Restate the listing in full, keeping every word as it is.
══════════
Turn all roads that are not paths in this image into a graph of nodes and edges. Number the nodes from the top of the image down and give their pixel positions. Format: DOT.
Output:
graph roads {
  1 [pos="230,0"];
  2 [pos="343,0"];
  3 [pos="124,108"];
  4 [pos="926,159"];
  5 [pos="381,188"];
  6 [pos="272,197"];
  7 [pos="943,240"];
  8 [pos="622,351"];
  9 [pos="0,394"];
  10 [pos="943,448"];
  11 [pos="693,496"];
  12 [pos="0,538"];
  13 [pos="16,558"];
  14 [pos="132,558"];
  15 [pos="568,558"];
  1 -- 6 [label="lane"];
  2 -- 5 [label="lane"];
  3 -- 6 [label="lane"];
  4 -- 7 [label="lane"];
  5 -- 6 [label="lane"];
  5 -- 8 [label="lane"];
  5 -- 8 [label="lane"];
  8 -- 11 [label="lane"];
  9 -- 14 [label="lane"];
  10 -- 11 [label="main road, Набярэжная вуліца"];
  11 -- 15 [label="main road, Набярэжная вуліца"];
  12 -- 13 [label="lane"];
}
══════════
RESPONSE TO THE EXERCISE →
Turn all roads that are not paths in this image into a graph of nodes and edges. Number the nodes from the top of the image down and give their pixel positions. Format: DOT.
Output:
graph roads {
  1 [pos="230,0"];
  2 [pos="343,0"];
  3 [pos="124,108"];
  4 [pos="926,159"];
  5 [pos="381,188"];
  6 [pos="272,197"];
  7 [pos="943,240"];
  8 [pos="622,351"];
  9 [pos="0,394"];
  10 [pos="943,448"];
  11 [pos="693,496"];
  12 [pos="0,538"];
  13 [pos="16,558"];
  14 [pos="132,558"];
  15 [pos="568,558"];
  1 -- 6 [label="lane"];
  2 -- 5 [label="lane"];
  3 -- 6 [label="lane"];
  4 -- 7 [label="lane"];
  5 -- 6 [label="lane"];
  5 -- 8 [label="lane"];
  5 -- 8 [label="lane"];
  8 -- 11 [label="lane"];
  9 -- 14 [label="lane"];
  10 -- 11 [label="main road, Набярэжная вуліца"];
  11 -- 15 [label="main road, Набярэжная вуліца"];
  12 -- 13 [label="lane"];
}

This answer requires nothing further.